En ma qualité de Président de la Commission de communication de la Commission Nationale des Droits de l’Homme (CNDH), j’ai suivi de près le déroulement du procès de l’ancien Président de la République, Monsieur Mohamed Ould Abdel Aziz, dans l’une des affaires judiciaires les plus marquantes de ces dernières années en Mauritanie.
Au vu du parcours procédural dans son ensemble, des moyens de défense dûment documentés présentés par ses avocats, et conformément à la déclaration de l’ancien Président de la CNDH, Maître Ahmed Salem Ould Bouhoubeyni, qui a souligné que « tout accusé, quel qu’il soit, doit être jugé conformément aux règles du procès équitable prévues par les instruments internationaux », je tiens à affirmer, en toute clarté, que le procès de l’ancien Président n’a pas été équitable, au regard des garanties fondamentales exigées par la loi.

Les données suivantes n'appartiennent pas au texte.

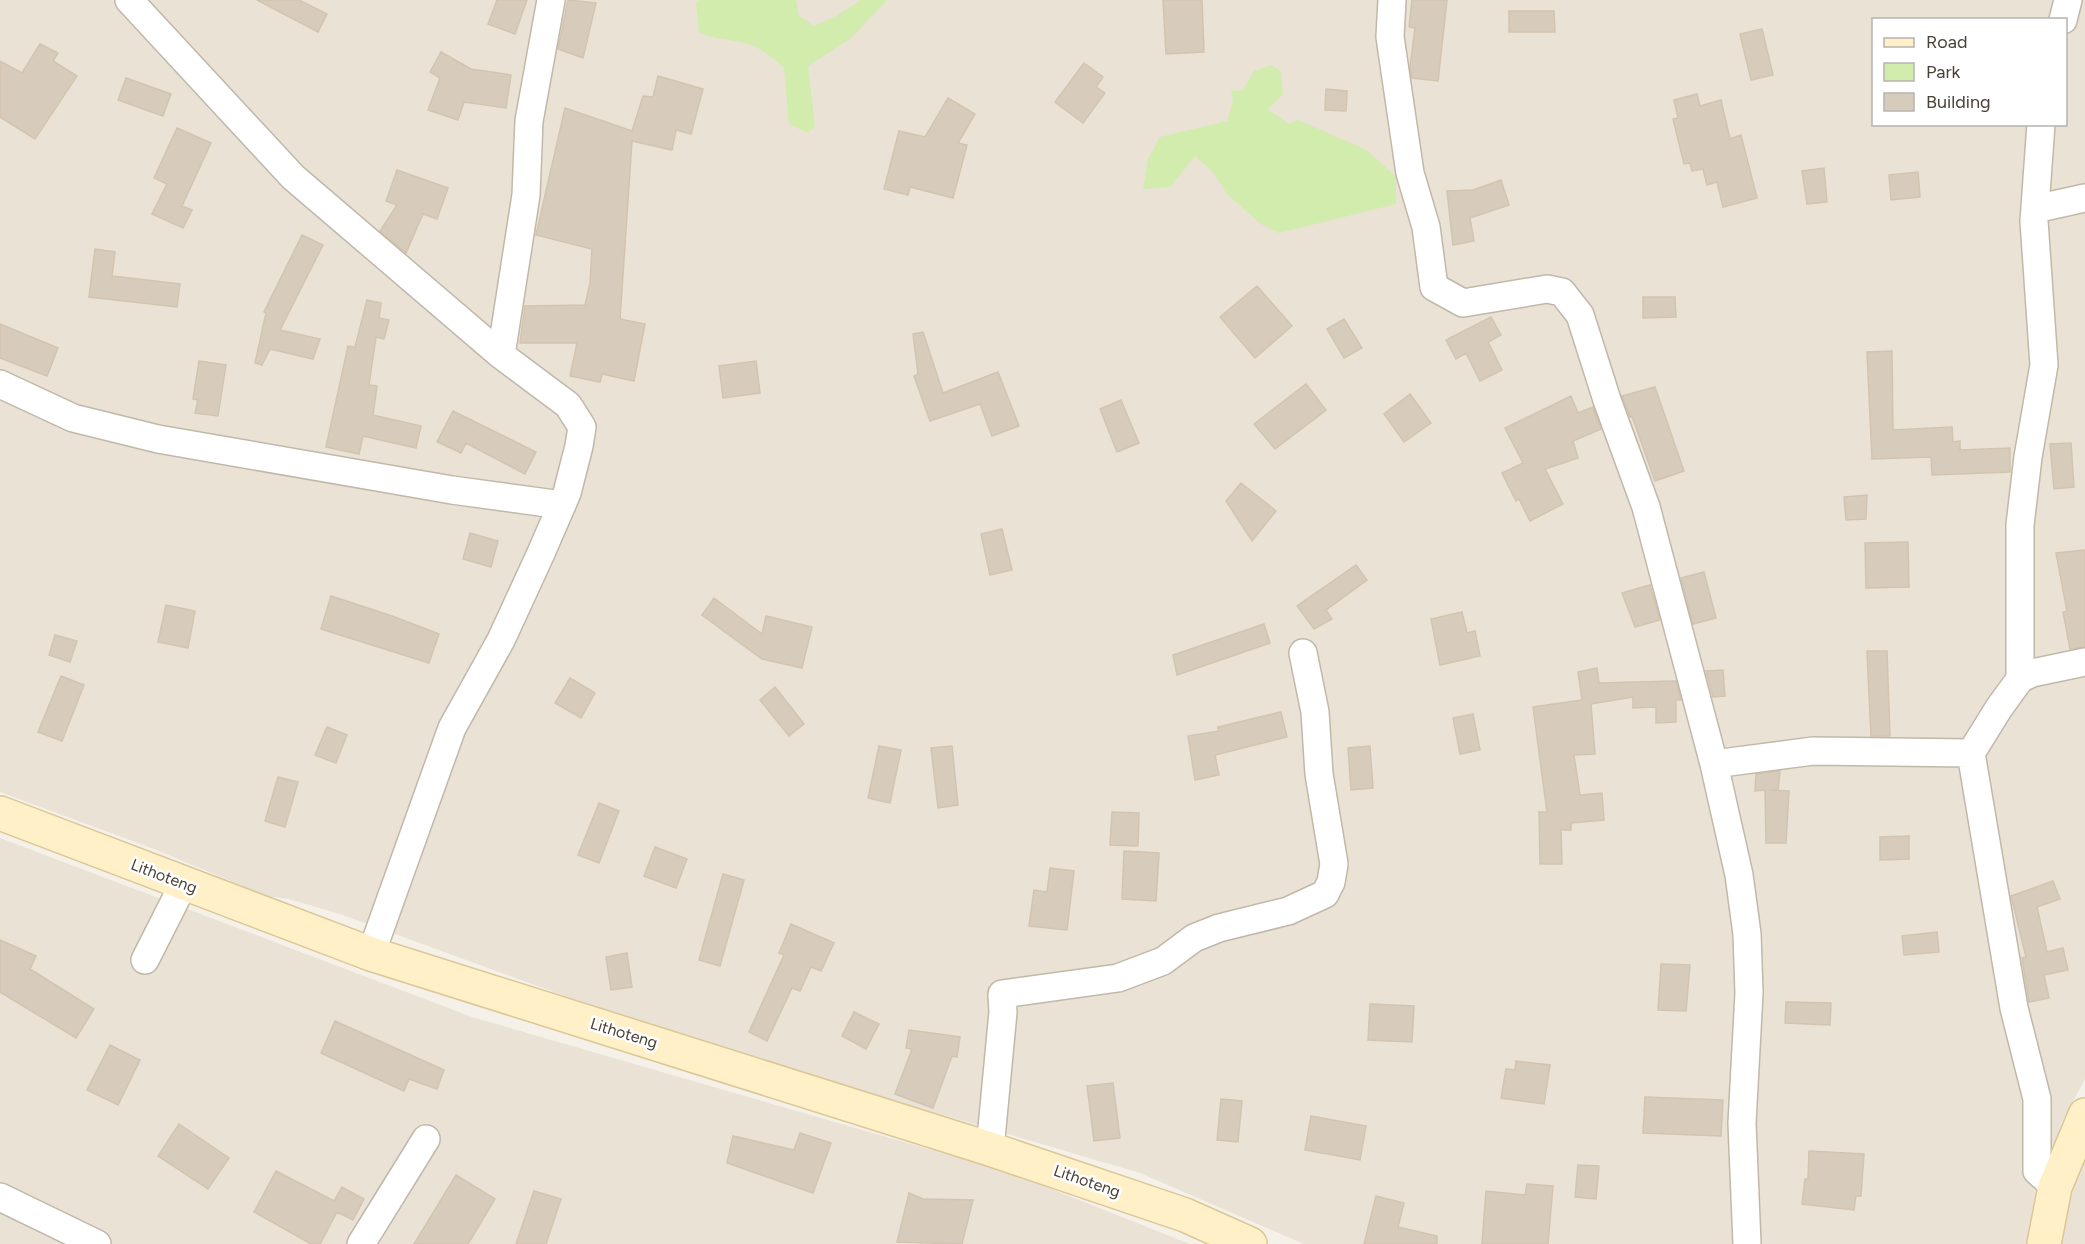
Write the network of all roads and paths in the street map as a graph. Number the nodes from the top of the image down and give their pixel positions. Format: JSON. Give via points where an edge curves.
{"nodes":[{"id":1,"x":129,"y":0,"type":"edge"},
{"id":2,"x":551,"y":0,"type":"edge"},
{"id":3,"x":1392,"y":0,"type":"edge"},
{"id":4,"x":2068,"y":0,"type":"edge"},
{"id":5,"x":2064,"y":18,"type":"edge"},
{"id":6,"x":2041,"y":126,"type":"edge"},
{"id":7,"x":2085,"y":198,"type":"edge"},
{"id":8,"x":2035,"y":209,"type":"junction"},
{"id":9,"x":501,"y":355,"type":"junction"},
{"id":10,"x":0,"y":384,"type":"edge"},
{"id":11,"x":562,"y":505,"type":"junction"},
{"id":12,"x":1303,"y":653,"type":"dead end"},
{"id":13,"x":2085,"y":662,"type":"edge"},
{"id":14,"x":2020,"y":679,"type":"junction"},
{"id":15,"x":1971,"y":753,"type":"junction"},
{"id":16,"x":1714,"y":764,"type":"junction"},
{"id":17,"x":0,"y":813,"type":"edge"},
{"id":18,"x":184,"y":883,"type":"junction"},
{"id":19,"x":371,"y":954,"type":"junction"},
{"id":20,"x":145,"y":960,"type":"dead end"},
{"id":21,"x":2085,"y":1115,"type":"edge"},
{"id":22,"x":426,"y":1139,"type":"dead end"},
{"id":23,"x":990,"y":1149,"type":"junction"},
{"id":24,"x":2055,"y":1187,"type":"junction"},
{"id":25,"x":0,"y":1197,"type":"edge"},
{"id":26,"x":97,"y":1244,"type":"edge"},
{"id":27,"x":361,"y":1244,"type":"edge"},
{"id":28,"x":1250,"y":1244,"type":"edge"},
{"id":29,"x":1747,"y":1244,"type":"edge"},
{"id":30,"x":2044,"y":1244,"type":"edge"}],
"edges":[{"from":1,"to":9,"type":"street","via":[[293,177]]},
{"from":2,"to":9,"type":"street","via":[[529,121],[526,195]]},
{"from":3,"to":16,"type":"street","via":[[1390,36],[1410,173],[1421,205],[1434,287],[1463,303],[1547,289],[1562,292],[1580,315],[1646,507]]},
{"from":4,"to":5,"type":"street"},
{"from":6,"to":8,"type":"street"},
{"from":7,"to":8,"type":"street"},
{"from":8,"to":14,"type":"street","via":[[2035,262],[2044,365],[2020,525]]},
{"from":9,"to":11,"type":"street","via":[[568,405],[582,427]]},
{"from":10,"to":11,"type":"street","via":[[73,418],[158,439]]},
{"from":11,"to":19,"type":"street","via":[[501,640],[452,728]]},
{"from":12,"to":23,"type":"street","via":[[1315,712],[1319,774],[1334,864],[1325,894],[1288,911],[1194,938],[1163,961],[1118,978],[1002,994]]},
{"from":13,"to":14,"type":"street"},
{"from":14,"to":15,"type":"street"},
{"from":15,"to":16,"type":"street","via":[[1814,751]]},
{"from":15,"to":24,"type":"street","via":[[2014,1008],[2037,1099],[2037,1171]]},
{"from":16,"to":29,"type":"street","via":[[1739,875],[1747,934],[1749,993],[1742,1123]]},
{"from":17,"to":18,"type":"main road","name":"Lithoteng"},
{"from":18,"to":19,"type":"main road","name":"Lithoteng"},
{"from":18,"to":20,"type":"street"},
{"from":19,"to":23,"type":"main road","name":"Lithoteng"},
{"from":21,"to":24,"type":"main road"},
{"from":22,"to":27,"type":"street"},
{"from":23,"to":28,"type":"main road","name":"Lithoteng","via":[[1185,1215]]},
{"from":24,"to":30,"type":"main road"},
{"from":25,"to":26,"type":"street"}]}
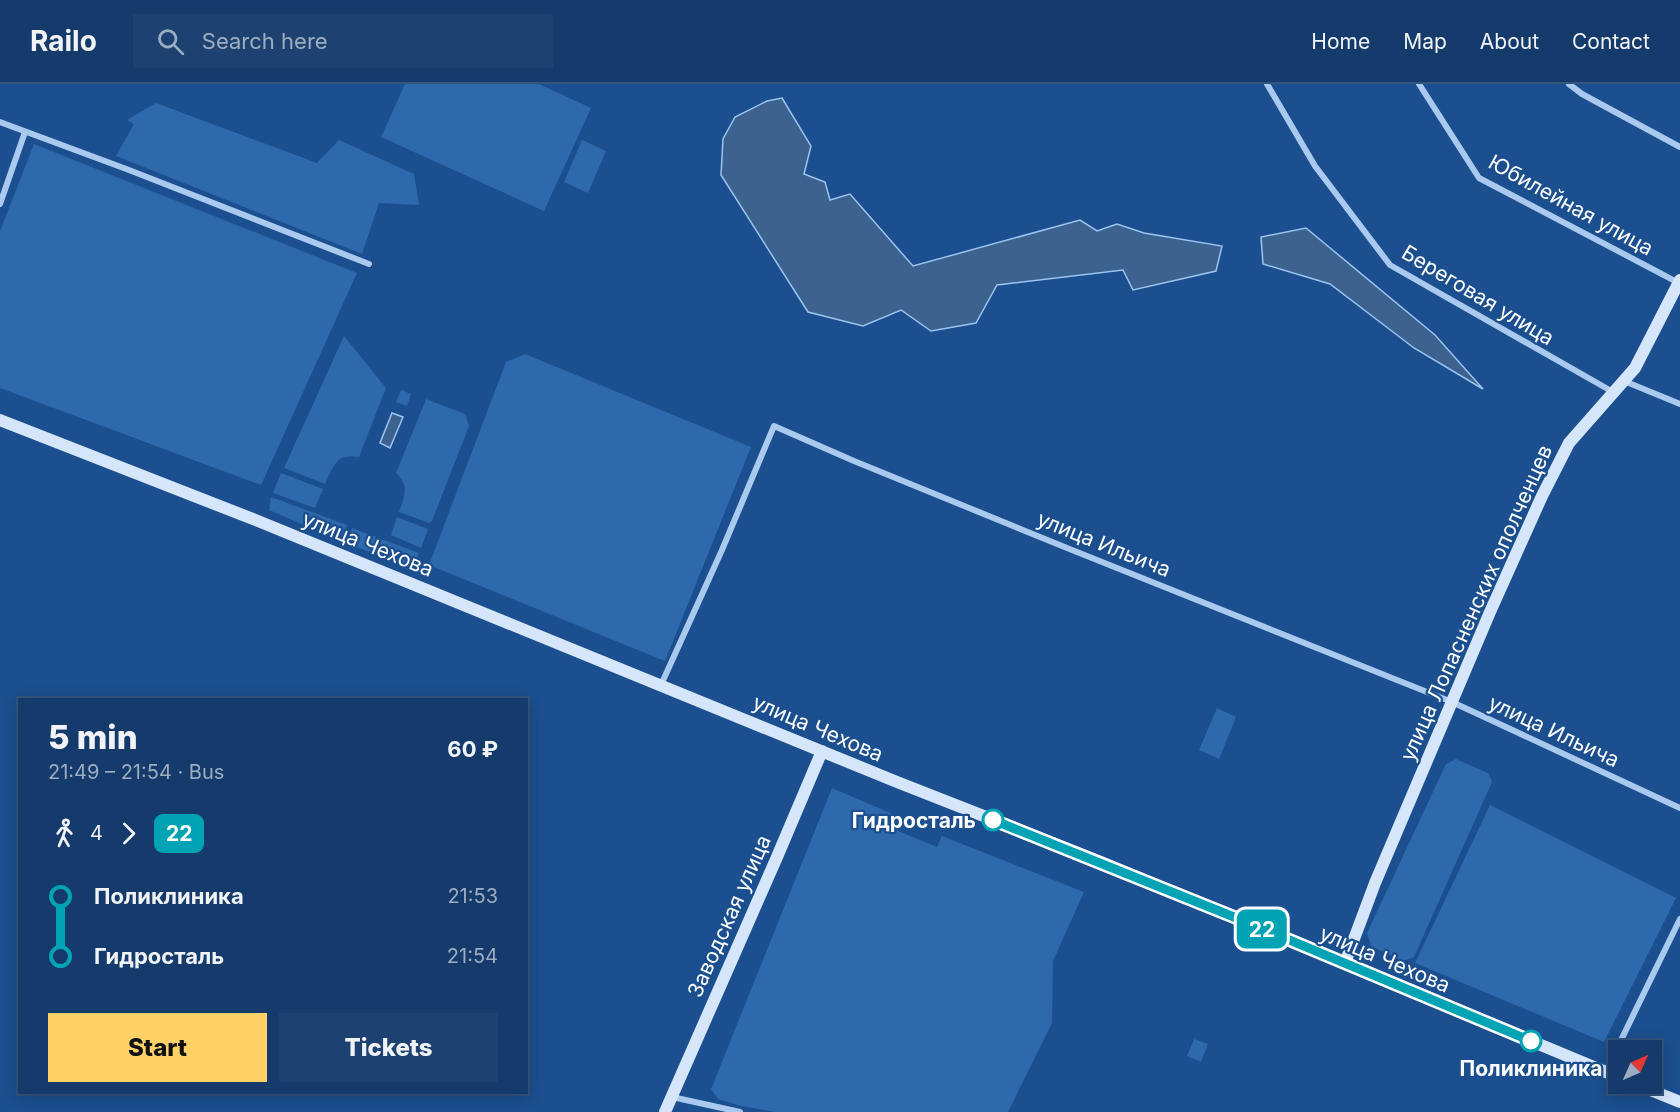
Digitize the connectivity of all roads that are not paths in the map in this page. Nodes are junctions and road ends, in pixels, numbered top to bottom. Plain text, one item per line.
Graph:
1 (1267, 84) edge
2 (1419, 84) edge
3 (1569, 84) edge
4 (0, 122) edge
5 (25, 132) junction
6 (1680, 147) edge
7 (0, 204) edge
8 (369, 264) dead end
9 (1680, 282) edge
10 (1624, 381) junction
11 (1613, 392) junction
12 (1680, 404) edge
13 (0, 420) edge
14 (661, 685) junction
15 (1452, 702) junction
16 (822, 751) junction
17 (1680, 808) edge
18 (1680, 919) edge
19 (1345, 963) junction
20 (1605, 1072) junction
21 (1608, 1073) edge
22 (1660, 1094) edge
23 (671, 1097) junction
24 (1680, 1102) edge
25 (665, 1112) edge
26 (740, 1112) edge

1 - 11 street, Береговая улица
2 - 9 street, Юбилейная улица
3 - 6 street
4 - 5 street
5 - 7 street
5 - 8 street
9 - 10 street, улица Лопасненских ополченцев
10 - 11 street, улица Лопасненских ополченцев
10 - 12 street
11 - 15 street, улица Лопасненских ополченцев
13 - 14 street, улица Чехова
14 - 15 street, улица Ильича
14 - 16 street, улица Чехова
15 - 17 street, улица Ильича
15 - 19 street, улица Лопасненских ополченцев
16 - 19 street, улица Чехова
16 - 23 street, Заводская улица
18 - 20 street
19 - 20 street, улица Чехова
20 - 21 street, улица Чехова
22 - 24 street
23 - 25 street, Заводская улица
23 - 26 street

Ce procès a été entaché de multiples irrégularités, notamment au niveau de l’instruction, de la détention préventive prolongée, du droit à une communication libre avec ses avocats, et du déséquilibre manifeste entre le parquet et la défense quant à la présentation publique du dossier et l’accès équitable aux moyens de défense. Ces manquements, maintes fois dénoncés par les avocats de la défense, soulèvent de sérieuses préoccupations quant au respect des principes de justice.
En tant que Président de la Commission de communication de cette institution constitutionnelle indépendante, et dans le cadre de mes responsabilités légales, je rappelle que la justice ne se mesure pas à l’issue du procès, mais bien au respect de la procédure, à l’équité et au respect total des droits de la défense.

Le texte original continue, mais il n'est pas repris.